Po opuszczeniu banku porywacz natychmiast został zatrzymany przez i niemal od razu przyznał się do winy. Przestępcą okazał się Manuel Diaz Esteban, 28-letni mechanik, któremu pomagali Fernando Martin Pellejero (z zawodu elektryk) oraz Jose Eduardo Sandino Tejela (mechanik).
Quini wkrótce po aresztowaniu porywaczy został uwolniony, ale w meczu z Atletico nie wystąpił. Barcelona przegrała 0:1 i straciła szanse na mistrzostwo Hiszpanii. Władze klubu próbowały przełożyć mecz, ale nie zgodzili się na to szefowie federacji.
"Z ich winy przegraliśmy ligę" - mówili wówczas przedstawiciele Katalończyków.

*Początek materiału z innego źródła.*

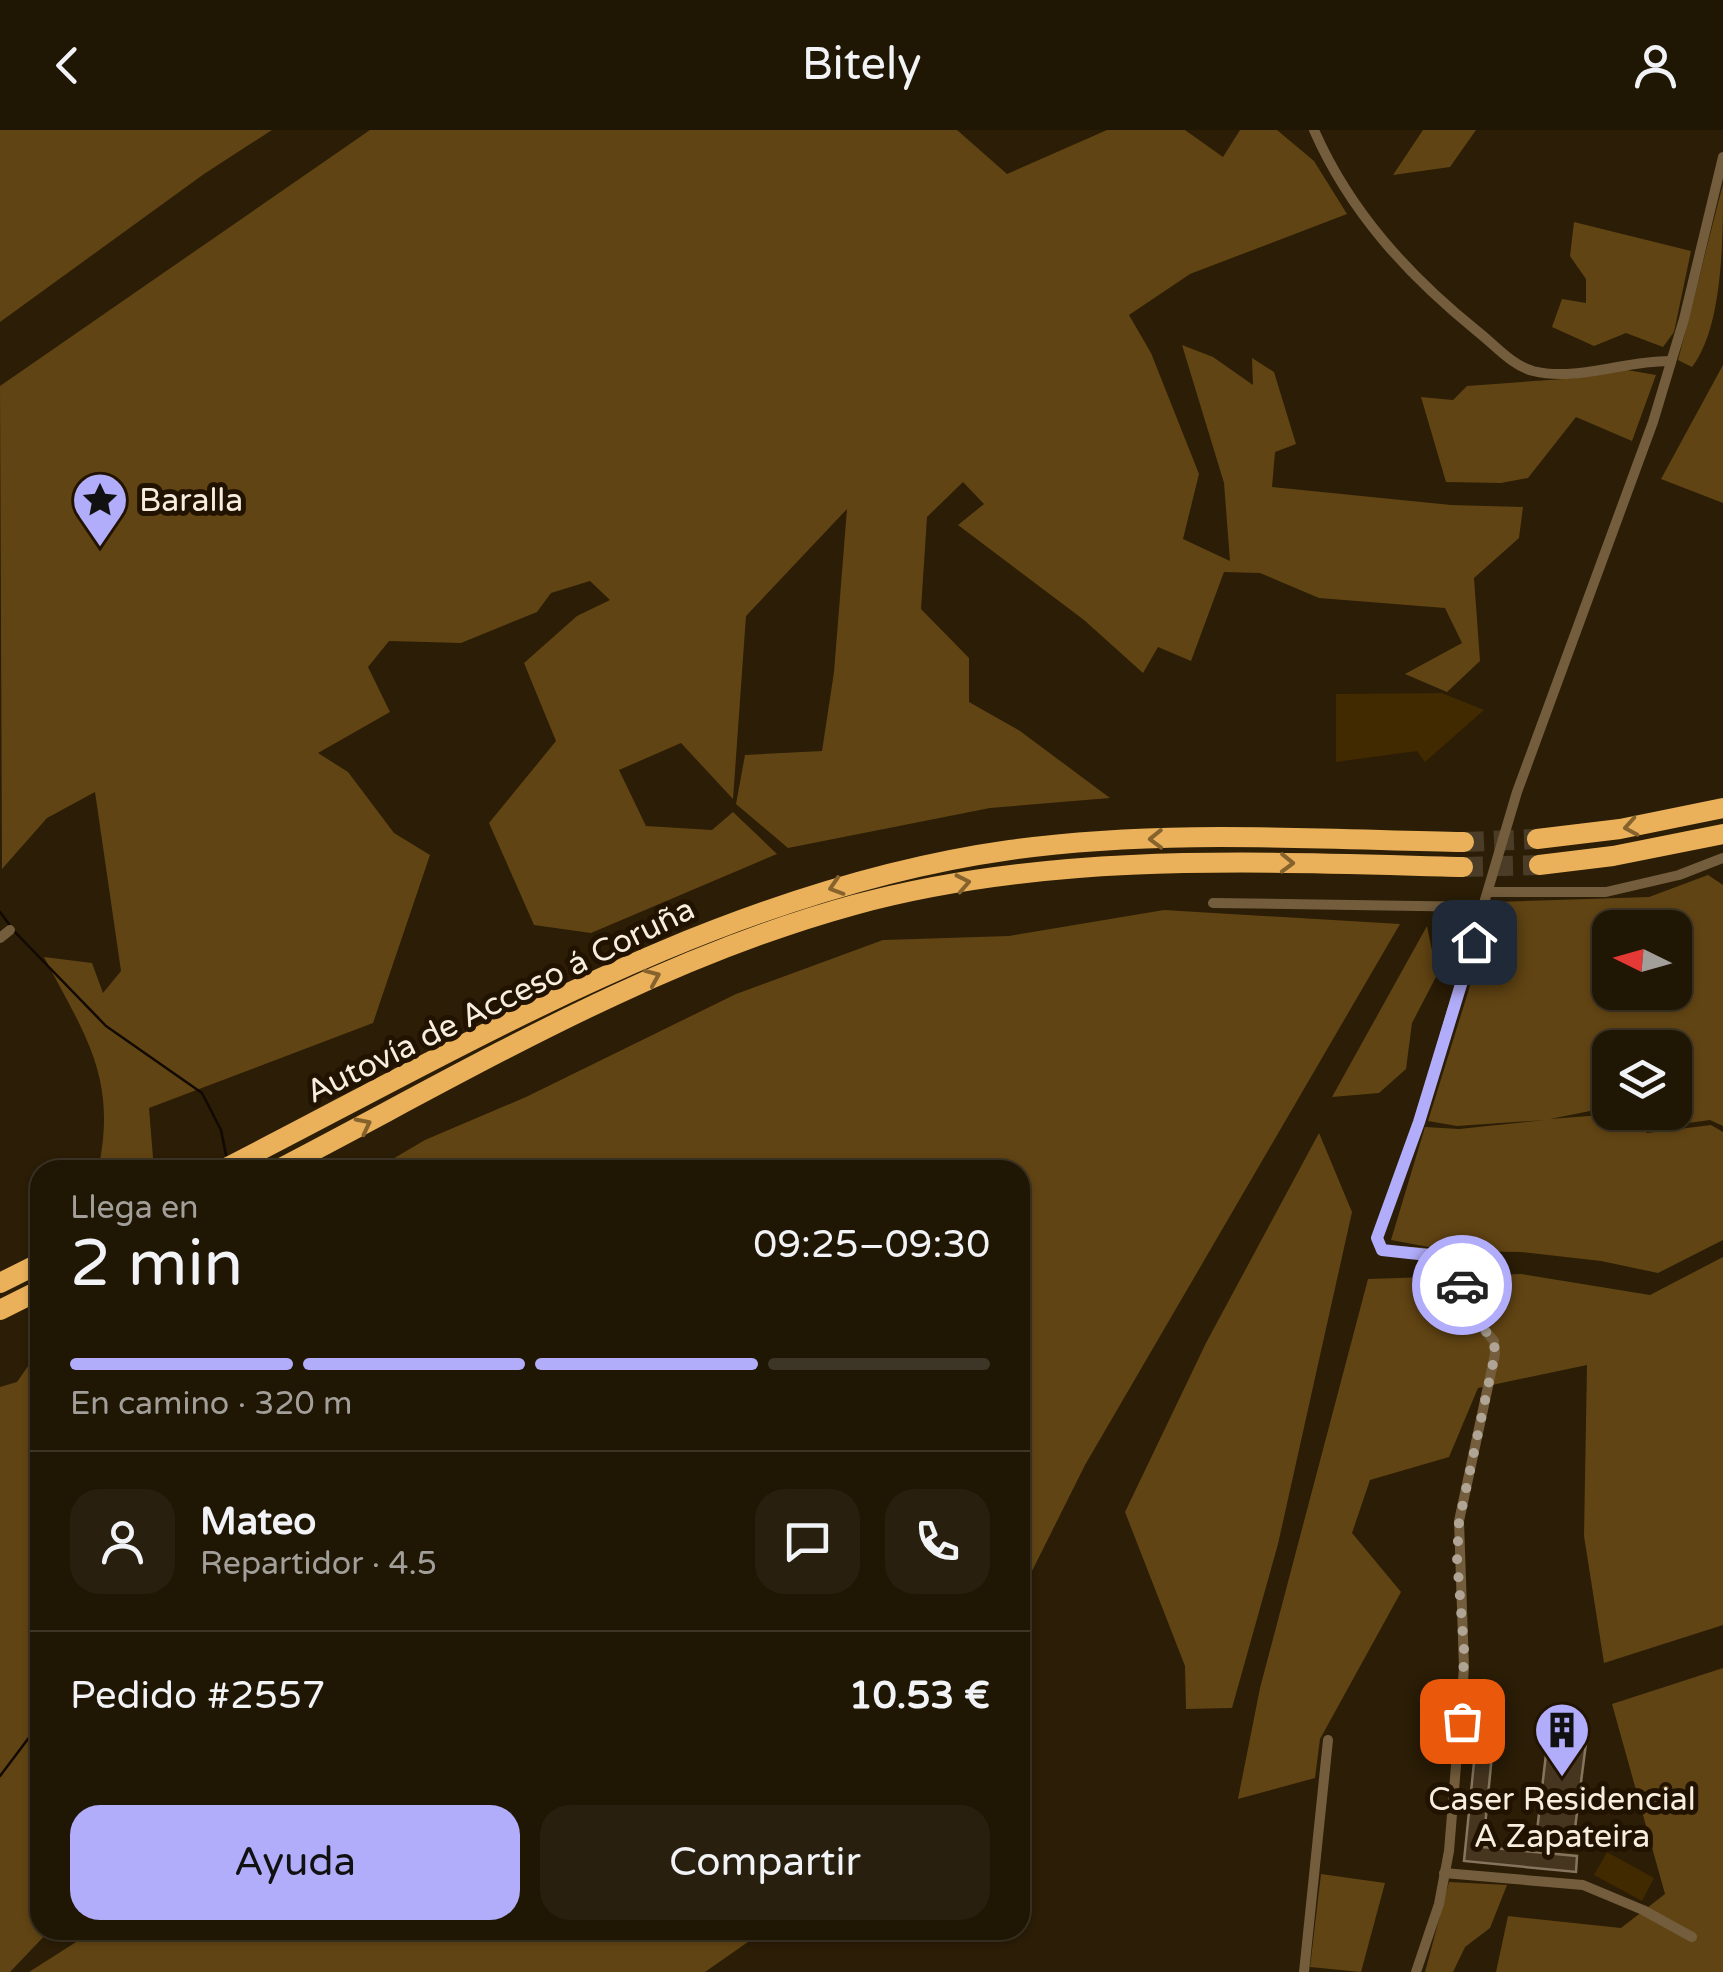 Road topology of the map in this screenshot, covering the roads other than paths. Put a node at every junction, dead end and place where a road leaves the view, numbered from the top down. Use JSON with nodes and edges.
{"nodes":[{"id":1,"x":1314,"y":130,"type":"edge"},
{"id":2,"x":1723,"y":157,"type":"edge"},
{"id":3,"x":1671,"y":361,"type":"junction"},
{"id":4,"x":1723,"y":808,"type":"edge"},
{"id":5,"x":1723,"y":834,"type":"edge"},
{"id":6,"x":1537,"y":840,"type":"tunnel mouth"},
{"id":7,"x":1464,"y":842,"type":"tunnel mouth"},
{"id":8,"x":1723,"y":858,"type":"edge"},
{"id":9,"x":1539,"y":864,"type":"tunnel mouth"},
{"id":10,"x":1463,"y":867,"type":"tunnel mouth"},
{"id":11,"x":1486,"y":899,"type":"junction"},
{"id":12,"x":1213,"y":903,"type":"dead end"},
{"id":13,"x":242,"y":1160,"type":"edge"},
{"id":14,"x":296,"y":1160,"type":"edge"},
{"id":15,"x":30,"y":1267,"type":"edge"},
{"id":16,"x":0,"y":1283,"type":"edge"},
{"id":17,"x":30,"y":1295,"type":"edge"},
{"id":18,"x":0,"y":1310,"type":"edge"},
{"id":19,"x":1328,"y":1740,"type":"dead end"},
{"id":20,"x":1444,"y":1873,"type":"junction"},
{"id":21,"x":1692,"y":1936,"type":"dead end"},
{"id":22,"x":1304,"y":1972,"type":"edge"},
{"id":23,"x":1416,"y":1972,"type":"edge"}],
"edges":[{"from":1,"to":3,"type":"street"},
{"from":2,"to":3,"type":"street"},
{"from":3,"to":11,"type":"street"},
{"from":4,"to":6,"type":"highway","one_way":true},
{"from":5,"to":9,"type":"highway"},
{"from":7,"to":13,"type":"highway","name":"Autovía de Acceso á Coruña","one_way":true},
{"from":8,"to":11,"type":"street"},
{"from":14,"to":10,"type":"highway","name":"Autovía de Acceso á Coruña","one_way":true},
{"from":11,"to":12,"type":"street"},
{"from":11,"to":20,"type":"street"},
{"from":15,"to":16,"type":"highway"},
{"from":17,"to":18,"type":"highway"},
{"from":19,"to":22,"type":"street"},
{"from":20,"to":21,"type":"street"},
{"from":20,"to":23,"type":"street"}]}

W latach 1980-1984 Enrique Castro González rozegrał w barwach Barcelony 100 spotkań, w których zdobył 54 bramki. Na koniec kariery wrócił jeszcze do Sportingu Gijon i do poprzednich 380 występów dołożył kolejne 61. Zagrał również w 35 meczach reprezentacji Hiszpanii, dla której strzelił osiem goli. W 1987 roku zakończył karierę.